![niche maelstrom niche maelstrom](https://www.mtnscoop.com/media/images/2021/02/Niche-Maelstrom.jpg)
That’s what she did, staying out of the limelight and growing ever more frustrated by what had happened to her. She decided on something drastic: She would no longer be Isabel Fall.Īs a trans woman early in transition, Fall had the option of retreating to the relative safety of her legal, masculine identity. When she emerged from the hospital a few weeks later, the world had moved on, but she was still scarred by what had happened. Because there was little biographical information available about its author, the debate hinged on one question: Who was Isabel Fall? And that question ate her alive. The story - and especially its title, which co-opts a transphobic meme - had provoked days of contentious debate online within the science fiction community, the trans community, and the community of people who worry that cancel culture has run amok. In January 2020, not long after her short story “I Sexually Identify as an Attack Helicopter” was published in the online science fiction magazine Clarkesworld, Fall asked her editor to take the story down, and then checked into a psychiatric ward for thoughts of self-harm and suicide. If she wanted to publish again, she surely could. There is a person who wrote under that name alive on the planet right now, someone who published a critically acclaimed, award-nominated short story. “The fact that Isabel Fall was an unknown led to her death.” Unknown travelers are shot on sight,” says Isabel Fall.
![niche maelstrom niche maelstrom](https://media.rainpos.com/6322/niche_chroma_sonnet_2021_a.png)
It is an homage to one of Gustave Doré’s illustrations for Paradise Lost, by John Milton.“In a war zone, it is not safe to be unknown. The graphic on the Maelstrom was created by Niche’s Creative Director, Ana Van Pelt. They believed all sorts of things - and maybe they saw all sorts of things, too, for the Middle Ages had some curious phases. And before Goya you have to go back to the mediaeval chaps who did the gargoyles and chimeras on Notre Dame and Mont Saint-Michel. I don’t believe anybody since Goya could put so much of sheer hell into a set of features or a twist of expression.
![niche maelstrom niche maelstrom](https://static.evo.com/content/cms/campaigns/2020-winter-preview/niche/2020-niche-pryne-snowboard.jpg)

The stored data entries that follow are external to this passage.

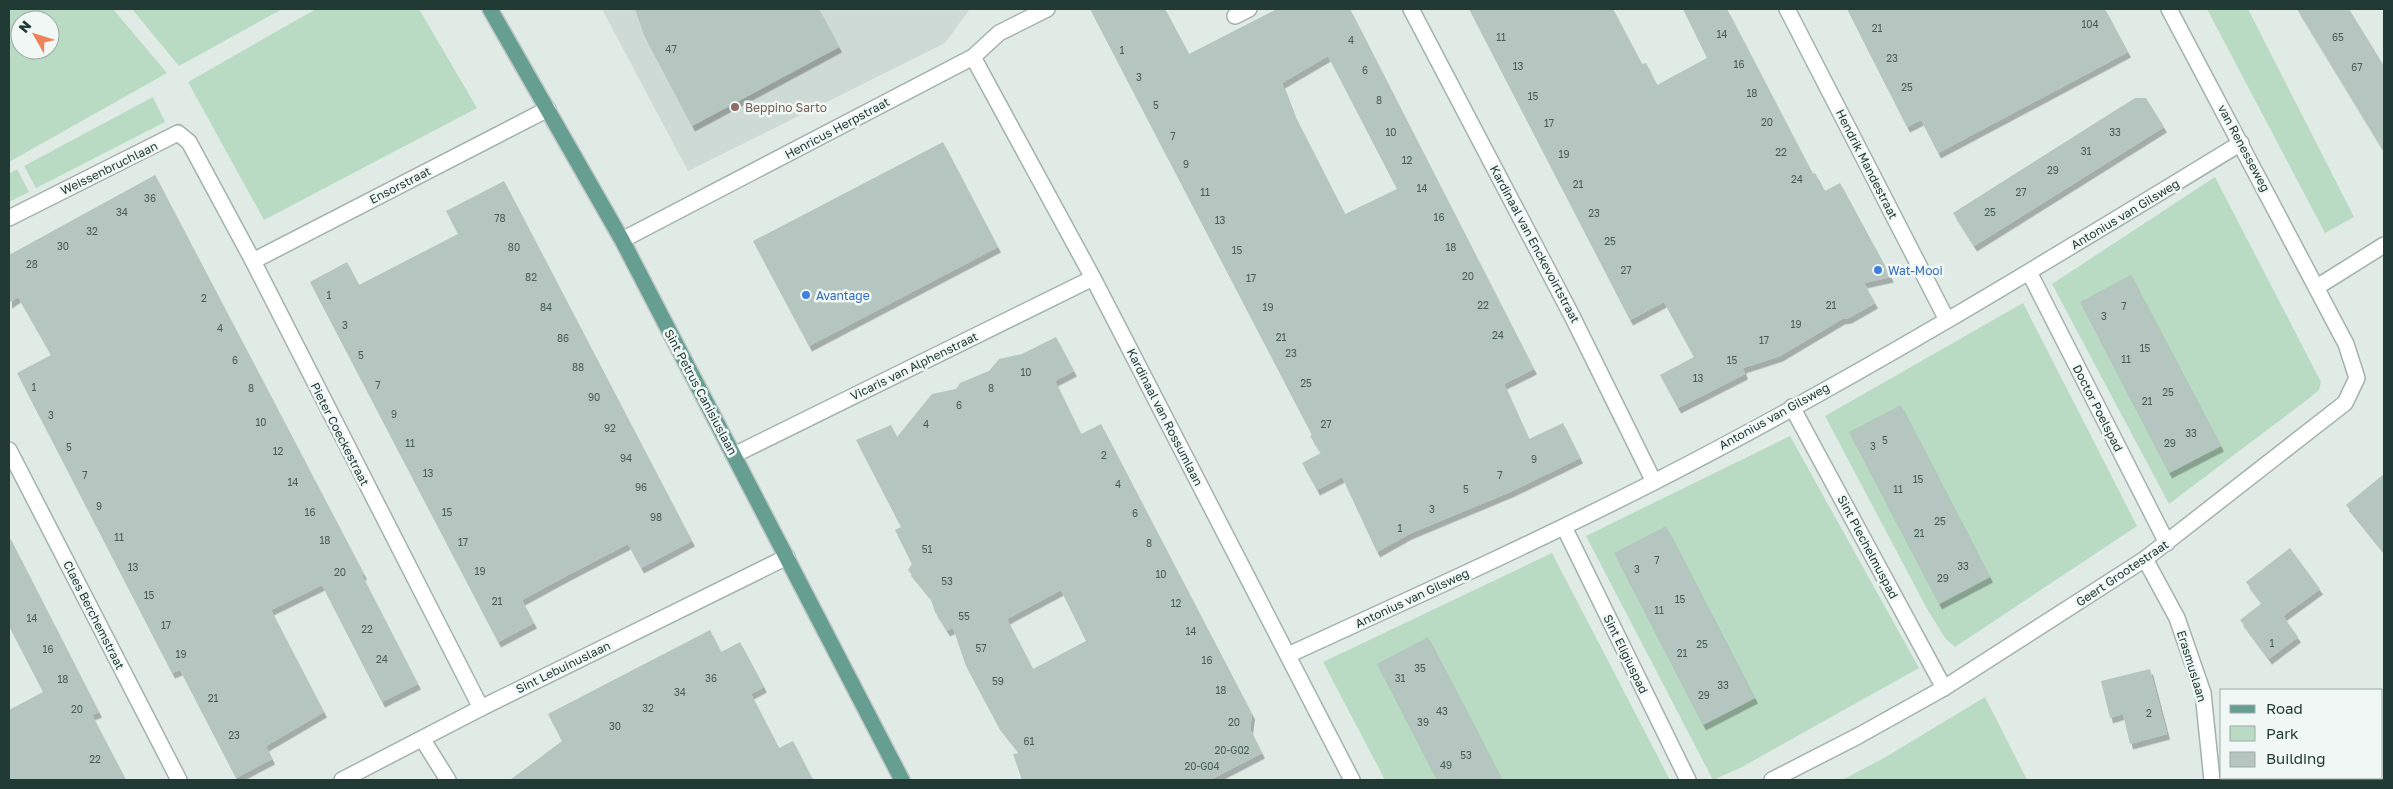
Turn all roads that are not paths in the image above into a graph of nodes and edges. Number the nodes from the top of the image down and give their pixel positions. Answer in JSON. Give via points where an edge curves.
{"nodes":[{"id":1,"x":490,"y":9,"type":"edge"},
{"id":2,"x":1047,"y":9,"type":"edge"},
{"id":3,"x":1249,"y":9,"type":"edge"},
{"id":4,"x":1411,"y":9,"type":"edge"},
{"id":5,"x":1787,"y":9,"type":"edge"},
{"id":6,"x":2170,"y":9,"type":"edge"},
{"id":7,"x":1235,"y":16,"type":"dead end"},
{"id":8,"x":973,"y":57,"type":"junction"},
{"id":9,"x":548,"y":109,"type":"junction"},
{"id":10,"x":2241,"y":143,"type":"junction"},
{"id":11,"x":200,"y":160,"type":"joint"},
{"id":12,"x":9,"y":218,"type":"edge"},
{"id":13,"x":622,"y":240,"type":"junction"},
{"id":14,"x":2384,"y":245,"type":"edge"},
{"id":15,"x":253,"y":261,"type":"junction"},
{"id":16,"x":2029,"y":272,"type":"junction"},
{"id":17,"x":1093,"y":278,"type":"junction"},
{"id":18,"x":2317,"y":287,"type":"junction"},
{"id":19,"x":1947,"y":320,"type":"junction"},
{"id":20,"x":1792,"y":407,"type":"junction"},
{"id":21,"x":9,"y":450,"type":"edge"},
{"id":22,"x":734,"y":455,"type":"junction"},
{"id":23,"x":1654,"y":482,"type":"junction"},
{"id":24,"x":1564,"y":527,"type":"junction"},
{"id":25,"x":2167,"y":543,"type":"junction"},
{"id":26,"x":787,"y":558,"type":"junction"},
{"id":27,"x":2145,"y":559,"type":"junction"},
{"id":28,"x":1288,"y":655,"type":"junction"},
{"id":29,"x":1944,"y":688,"type":"junction"},
{"id":30,"x":481,"y":708,"type":"junction"},
{"id":31,"x":423,"y":740,"type":"junction"},
{"id":32,"x":179,"y":780,"type":"edge"},
{"id":33,"x":342,"y":780,"type":"edge"},
{"id":34,"x":448,"y":780,"type":"edge"},
{"id":35,"x":902,"y":780,"type":"edge"},
{"id":36,"x":1352,"y":780,"type":"edge"},
{"id":37,"x":1688,"y":780,"type":"edge"},
{"id":38,"x":1772,"y":780,"type":"edge"},
{"id":39,"x":2212,"y":780,"type":"edge"}],
"edges":[{"from":1,"to":9,"type":"main road","name":"Sint Petrus Canisiuslaan"},
{"from":2,"to":8,"type":"street","name":"Henricus Herpstraat","via":[[999,33]]},
{"from":3,"to":7,"type":"street"},
{"from":4,"to":23,"type":"street","name":"Kardinaal van Enckevoirtstraat","via":[[1572,316]]},
{"from":5,"to":19,"type":"street","name":"Hendrik Mandestraat"},
{"from":6,"to":10,"type":"street","name":"van Renesseweg"},
{"from":8,"to":13,"type":"street","name":"Henricus Herpstraat"},
{"from":8,"to":17,"type":"street","name":"Kardinaal van Rossumlaan"},
{"from":9,"to":13,"type":"main road","name":"Sint Petrus Canisiuslaan"},
{"from":9,"to":15,"type":"street","name":"Ensorstraat"},
{"from":10,"to":16,"type":"street","name":"Antonius van Gilsweg"},
{"from":10,"to":18,"type":"street","name":"van Renesseweg"},
{"from":11,"to":12,"type":"street","name":"Weissenbruchlaan","via":[[189,142],[178,133]]},
{"from":11,"to":15,"type":"street","name":"Pieter Coeckestraat"},
{"from":13,"to":22,"type":"main road","name":"Sint Petrus Canisiuslaan"},
{"from":14,"to":18,"type":"street"},
{"from":15,"to":30,"type":"street","name":"Pieter Coeckestraat"},
{"from":16,"to":19,"type":"street","name":"Antonius van Gilsweg"},
{"from":16,"to":25,"type":"street","name":"Doctor Poelspad"},
{"from":17,"to":22,"type":"street","name":"Vicaris van Alphenstraat"},
{"from":17,"to":28,"type":"street","name":"Kardinaal van Rossumlaan"},
{"from":18,"to":25,"type":"street","name":"Geert Grootestraat","via":[[2346,344],[2357,378],[2345,404]]},
{"from":19,"to":20,"type":"street","name":"Antonius van Gilsweg"},
{"from":20,"to":23,"type":"street","name":"Antonius van Gilsweg"},
{"from":20,"to":29,"type":"street","name":"Sint Plechelmuspad"},
{"from":21,"to":32,"type":"street","name":"Claes Berchemstraat"},
{"from":22,"to":26,"type":"main road","name":"Sint Petrus Canisiuslaan"},
{"from":23,"to":24,"type":"street","name":"Antonius van Gilsweg"},
{"from":24,"to":28,"type":"street","name":"Antonius van Gilsweg"},
{"from":24,"to":37,"type":"street","name":"Sint Eligiuspad"},
{"from":25,"to":27,"type":"street","name":"Geert Grootestraat"},
{"from":26,"to":30,"type":"street","name":"Sint Lebuinuslaan"},
{"from":26,"to":35,"type":"main road","name":"Sint Petrus Canisiuslaan"},
{"from":27,"to":29,"type":"street","name":"Geert Grootestraat"},
{"from":27,"to":39,"type":"street","name":"Erasmuslaan","via":[[2177,618],[2202,693]]},
{"from":28,"to":36,"type":"street","name":"Kardinaal van Rossumlaan"},
{"from":29,"to":38,"type":"street","name":"Geert Grootestraat"},
{"from":30,"to":31,"type":"street","name":"Sint Lebuinuslaan"},
{"from":31,"to":33,"type":"street","name":"Sint Lebuinuslaan"},
{"from":31,"to":34,"type":"street"}]}
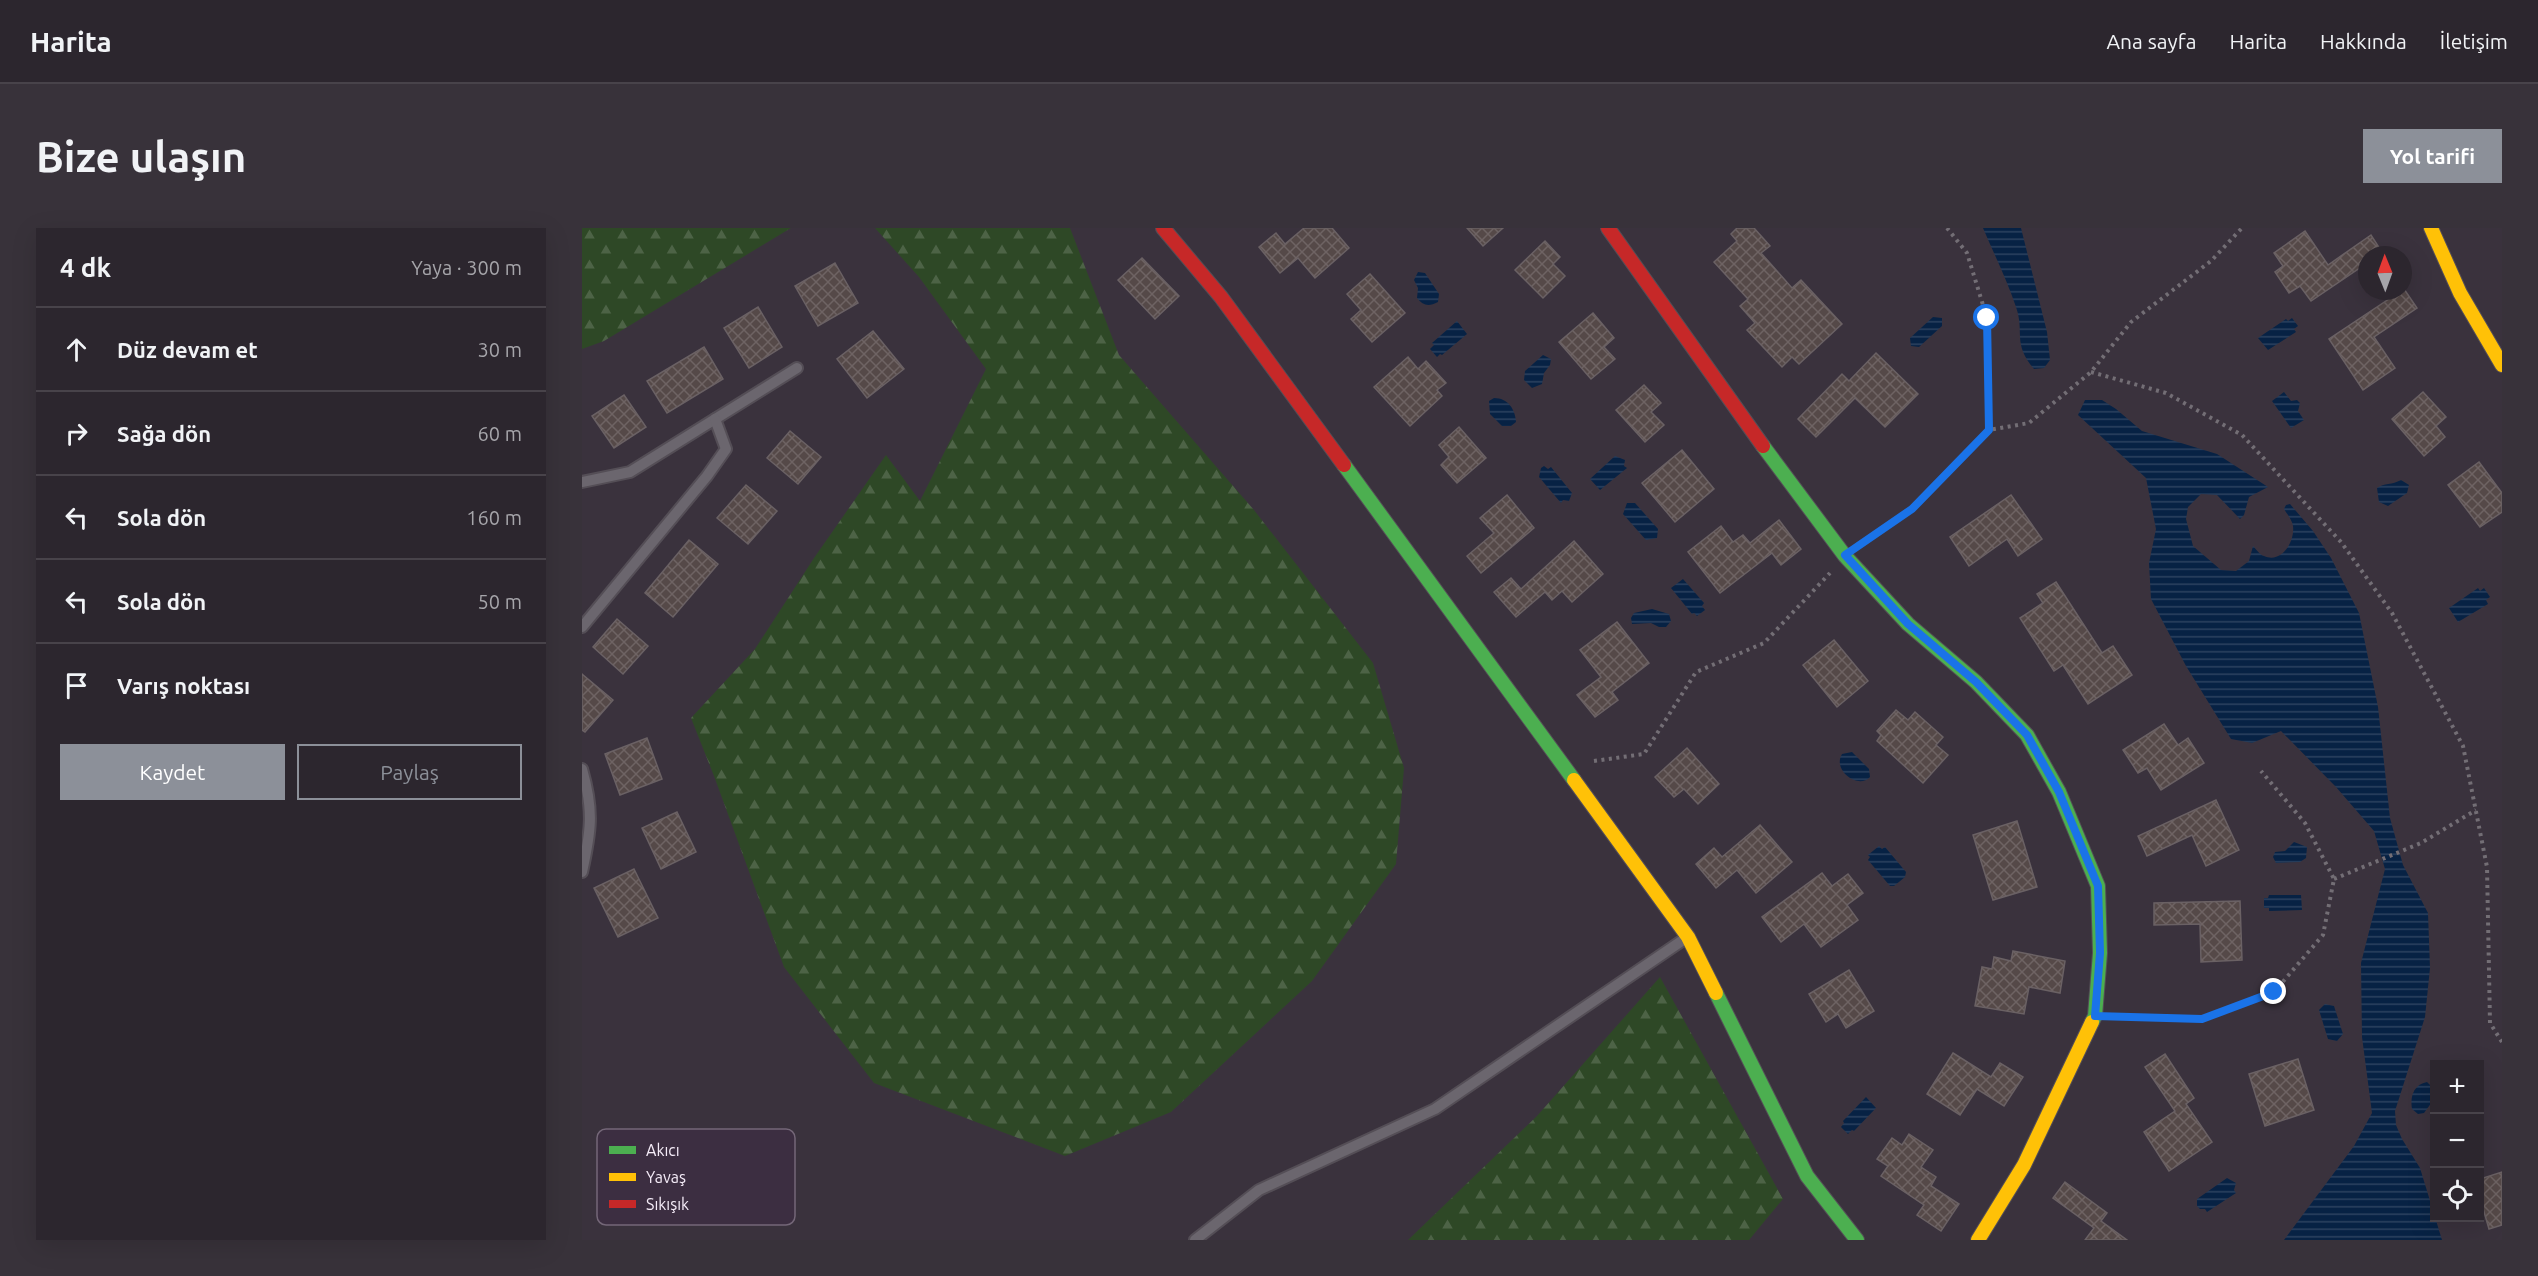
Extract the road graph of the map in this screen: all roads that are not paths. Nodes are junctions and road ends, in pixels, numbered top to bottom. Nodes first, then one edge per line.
1 (1163, 228) edge
2 (1608, 228) edge
3 (2431, 228) edge
4 (2502, 365) edge
5 (797, 368) dead end
6 (715, 419) junction
7 (582, 482) edge
8 (582, 627) edge
9 (582, 769) edge
10 (582, 872) edge
11 (1688, 937) junction
12 (1195, 1240) edge
13 (1857, 1240) edge
14 (1978, 1240) edge

1 - 11 street
2 - 14 street
3 - 4 street
5 - 6 lane
6 - 7 lane
6 - 8 lane
9 - 10 lane
11 - 12 lane
11 - 13 street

You recall that Pickman’s forte was faces. Gad, I wouldn’t be alive if I’d ever seen what that man- if he was a man - saw! If I had ever seen what Pickman saw - but no! Here, let’s have a drink before we get any deeper. Anyhow, he manages to turn out results that differ from the pretender’s mince-pie dreams in just about the same way that the life painter’s results differ from the concoctions of a correspondence-school cartoonist. Well, I should say that the really weird artist has a kind of vision which makes models, or summons up what amounts to actual scenes from the spectral world he lives in. You know, in ordinary art, there’s all the difference in the world between the vital, breathing things drawn from Nature or models and the artificial truck that commercial small fry reel off in a bare studio by rule. And Pickman had it as no man ever had it before or - I hope to heaven - ever will again.ĭon’t ask me what they see. There’s something those fellows catch - beyond life - that they’re able to make us catch for a second. I don’t have to tell you why a Fuseli really brings a shiver while a cheap ghost-story frontispiece merely makes us laugh. That’s because only a real artist knows the actual anatomy of the terrible or the physiology of fear - the exact sort of lines and proportions that connect up with latent instincts or hereditary memories of fright, and the proper colour contrasts and lighting effects to stir the dormant sense of strangeness. Any magazine-cover hack can splash paint around wildly and call it a nightmare or a Witches’ Sabbath or a portrait of the devil, but only a great painter can make such a thing really scare or ring true. You know, it takes profound art and profound insight into Nature to turn out stuff like Pickman’s.